### The task:
How many lines below include the word "Autopista"? State that number and nothing else.

Stored entries

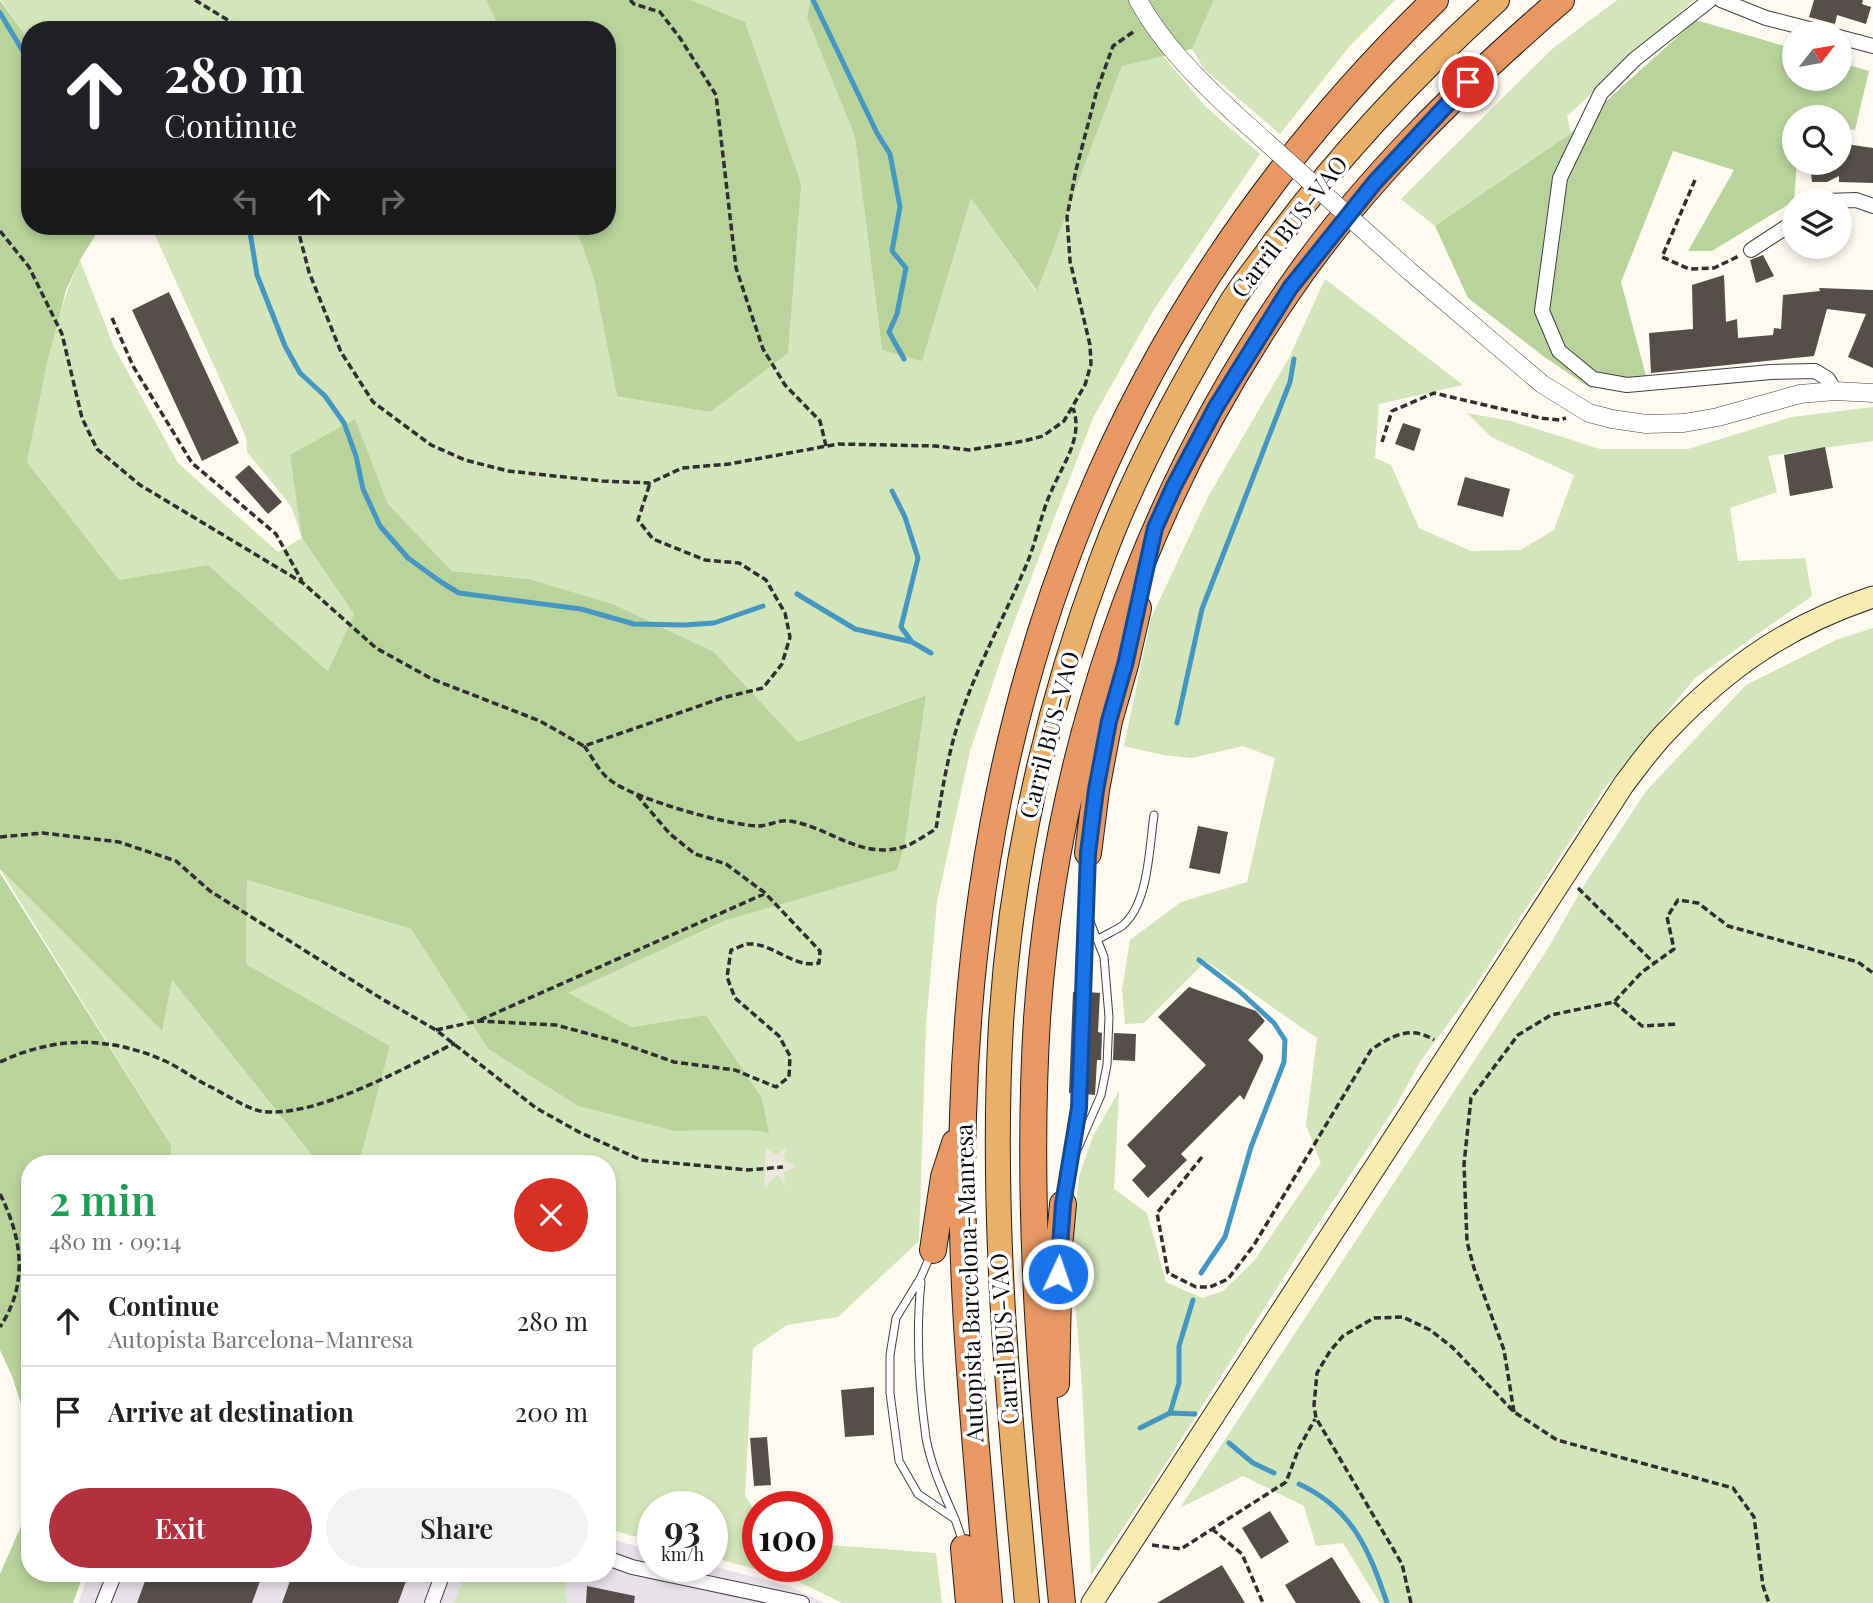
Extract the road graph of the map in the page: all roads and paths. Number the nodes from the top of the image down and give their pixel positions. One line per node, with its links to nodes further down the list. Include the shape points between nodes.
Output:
1 (195, 0): 9 (path)
2 (630, 0): 27 (path, via 660,12 716,95 736,268 763,349 785,385 820,421)
3 (1138, 0): 11 (street)
4 (1435, 0): 50 (highway, Autopista Barcelona-Manresa, via 1321,120 1236,230 1186,306 1101,470 1066,555 1012,732 982,889 968,999)
5 (1497, 0): 76 (highway, Carril BUS-VAO, via 1404,88 1336,165 1233,300 1143,467 1101,560 1052,712 1023,840 1001,1024 999,1266)
6 (1561, 0): 29 (highway, via 1436,116 1317,252 1239,367)
7 (1710, 0): 22 (street, via 1635,59 1601,93 1560,178 1542,312 1559,351 1593,379 1627,385 1815,371 1828,379)
8 (1721, 0): 10 (street)
9 (229, 21)
10 (1782, 22)
11 (1152, 25): 24 (path, via 1113,46 1076,170 1067,230 1091,364); 25 (street, bridge, via 1188,70 1407,269 1513,362)
12 (1852, 40): 13 (street)
13 (1873, 46)
14 (1695, 180): 20 (path, via 1662,257 1689,270 1714,268)
15 (1852, 200): 16 (street)
16 (1873, 206)
17 (1782, 230): 20 (street)
18 (0, 231): 30 (path, via 29,267 62,334 82,418 97,449 140,485)
19 (299, 235): 28 (path, via 341,352 373,402 411,433 465,460 508,471)
20 (1751, 250)
21 (112, 318): 30 (path, via 133,366 192,463 276,534)
22 (1835, 391): 23 (street); 25 (street, via 1800,394 1684,423 1646,424)
23 (1873, 393)
24 (1073, 408): 27 (path, via 1043,436 969,450); 33 (path, via 1076,434 1064,469 962,710 936,829 904,847 876,851 788,820 748,824)
25 (1589, 413): 26 (path, via 1560,420 1540,418 1434,393 1392,411)
26 (1382, 442)
27 (826, 446): 28 (path, via 682,468)
28 (650, 483): 32 (path, via 638,520 653,540 705,559 739,564 766,580 785,613 790,637 782,664 763,688)
29 (1155, 528): 36 (highway, via 1109,721); 61 (highway, via 1106,657 1080,746 1041,972 1034,1091 1034,1248)
30 (303, 583): 32 (path, via 376,648 432,679 540,721)
31 (1873, 597): 48 (main road, via 1777,638 1718,682 1667,731 1624,784)
32 (584, 746): 33 (path, via 609,780)
33 (635, 793): 37 (path, via 670,834 695,854 726,864)
34 (1154, 815): 40 (lane, via 1138,906 1121,926)
35 (0, 836): 46 (path, via 43,833 119,842 176,861 210,891)
36 (1088, 853): 39 (lane)
37 (765, 893): 44 (path); 44 (path, via 820,951 819,963 812,965 748,944 731,950 727,977 736,998 779,1035 790,1056 789,1077 776,1087 735,1070 674,1062 556,1025)
38 (1570, 899): 41 (path, via 1576,886)
39 (1084, 909): 40 (lane); 53 (lane, via 1079,1108)
40 (1097, 940): 53 (lane, via 1104,957 1109,1017 1107,1065 1101,1094)
41 (1654, 963): 42 (path, via 1674,949 1667,917 1678,900 1698,903 1728,926 1858,962); 43 (path)
42 (1873, 973)
43 (1614, 1002): 45 (path, via 1642,1026); 59 (path, via 1551,1015 1517,1035 1471,1098 1464,1164 1467,1241 1504,1350)
44 (478, 1021): 46 (path)
45 (1678, 1024)
46 (436, 1030): 47 (path)
47 (454, 1043): 49 (path, via 303,1110 259,1111 168,1062 110,1044 45,1045); 52 (path, via 536,1108 641,1160 748,1170)
48 (1447, 1055): 51 (path, via 1432,1038 1414,1031 1392,1036 1371,1050 1254,1245 1228,1279 1210,1287 1196,1287 1168,1273 1157,1213); 65 (main road)
49 (0, 1062)
50 (963, 1118): 56 (highway, via 944,1177); 75 (highway, Autopista Barcelona-Manresa, via 965,1281)
51 (1202, 1157)
52 (783, 1167)
53 (1067, 1173): 55 (lane)
54 (0, 1194): 58 (path, via 19,1251 18,1285)
55 (1063, 1204): 61 (highway)
56 (933, 1250): 57 (lane)
57 (921, 1277): 62 (lane, via 917,1322 927,1440); 62 (lane, via 896,1318 890,1355 898,1461 918,1494)
58 (0, 1327)
59 (1514, 1412): 60 (path, via 1452,1347 1403,1317 1374,1318 1343,1336 1330,1351 1317,1373); 80 (path, via 1557,1440 1733,1488 1754,1517)
60 (1316, 1418): 63 (path, via 1286,1482); 79 (path, via 1402,1564)
61 (1050, 1476): 70 (highway)
62 (956, 1519): 66 (lane)
63 (1212, 1529): 65 (path, via 1181,1549); 78 (path, via 1242,1554)
64 (1157, 1534): 65 (path)
65 (1142, 1541): 77 (main road)
66 (964, 1548): 74 (highway)
67 (616, 1561): 73 (street)
68 (111, 1582): 71 (street)
69 (440, 1582): 72 (street)
70 (1061, 1594)
71 (103, 1603)
72 (432, 1603)
73 (802, 1603)
74 (969, 1603)
75 (989, 1603)
76 (1027, 1603)
77 (1092, 1603)
78 (1263, 1603)
79 (1411, 1603)
80 (1769, 1603)

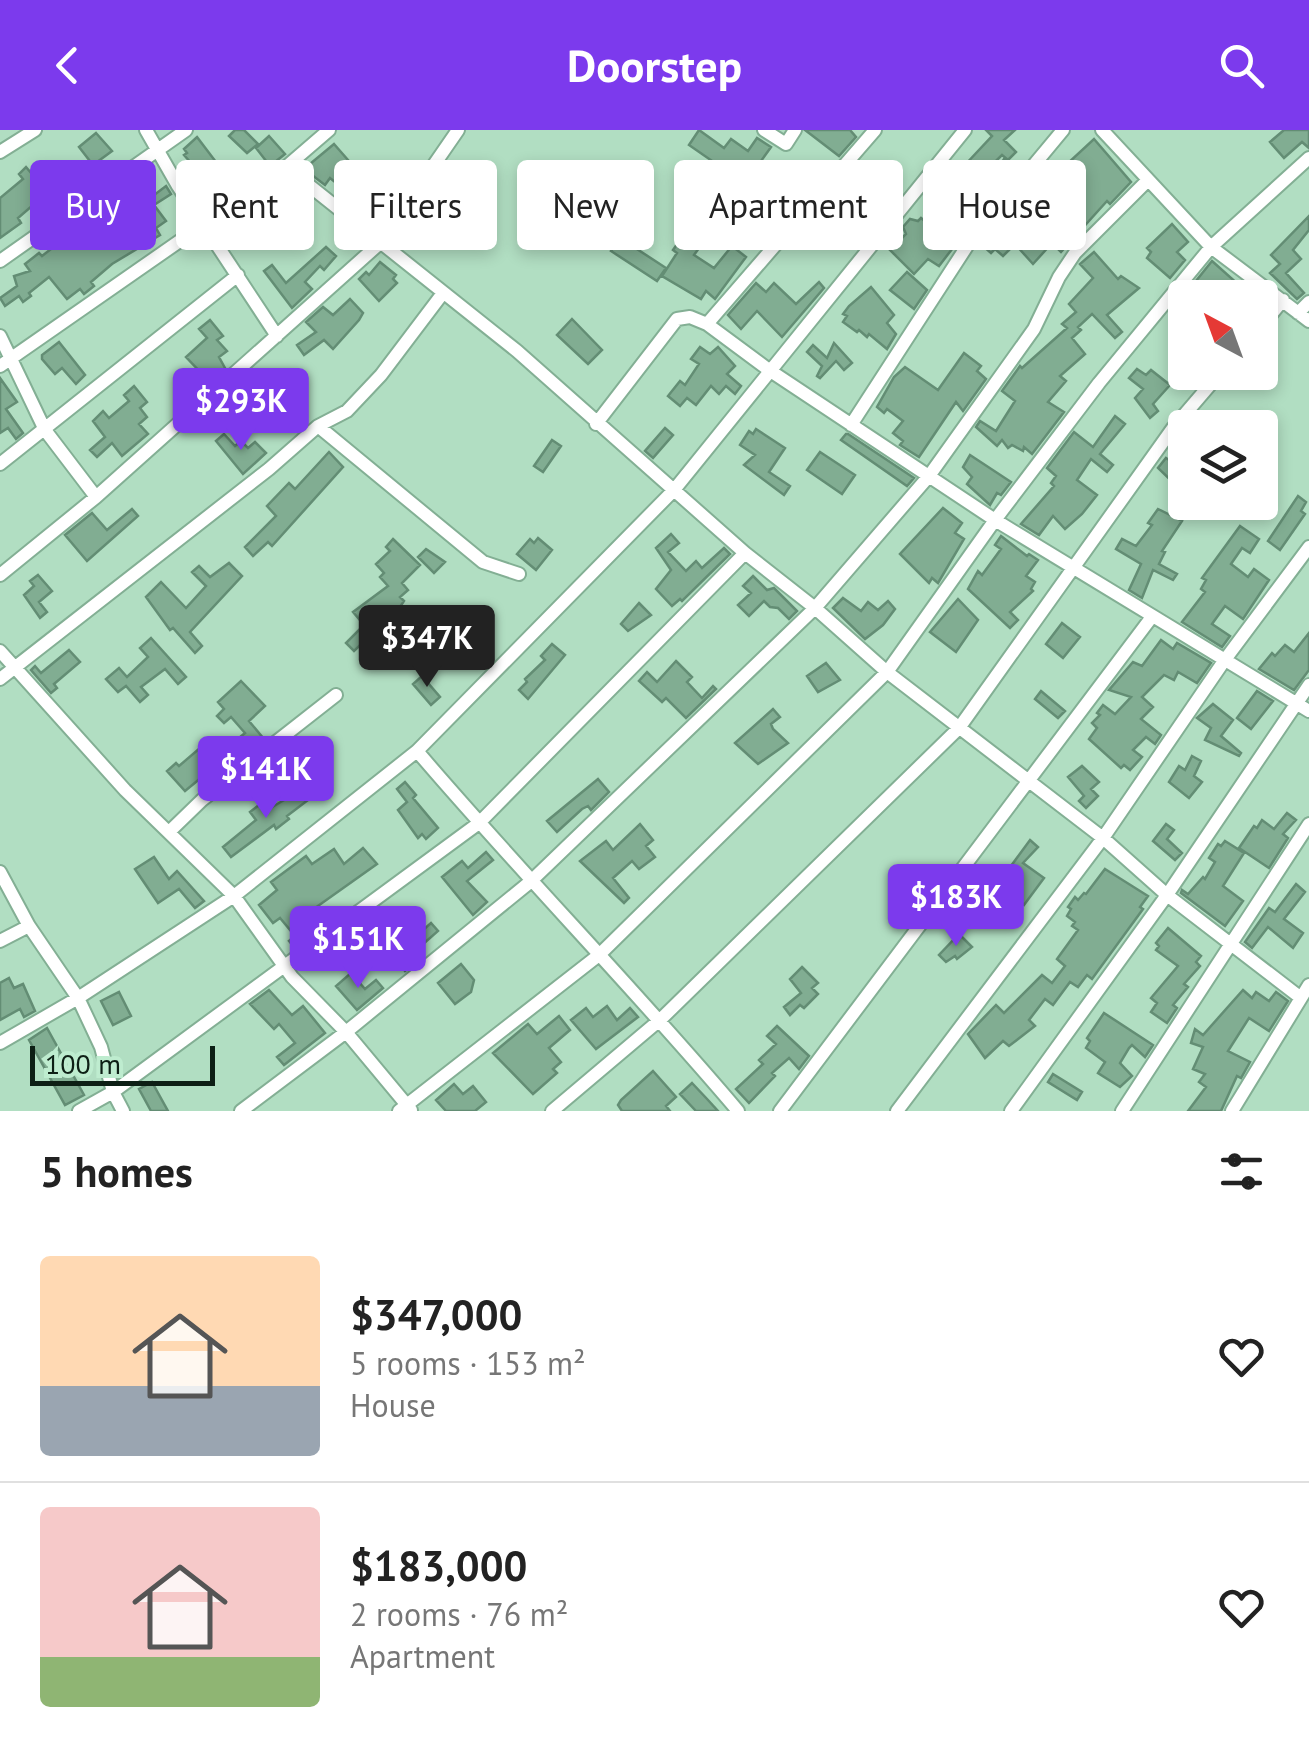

### Result below:
2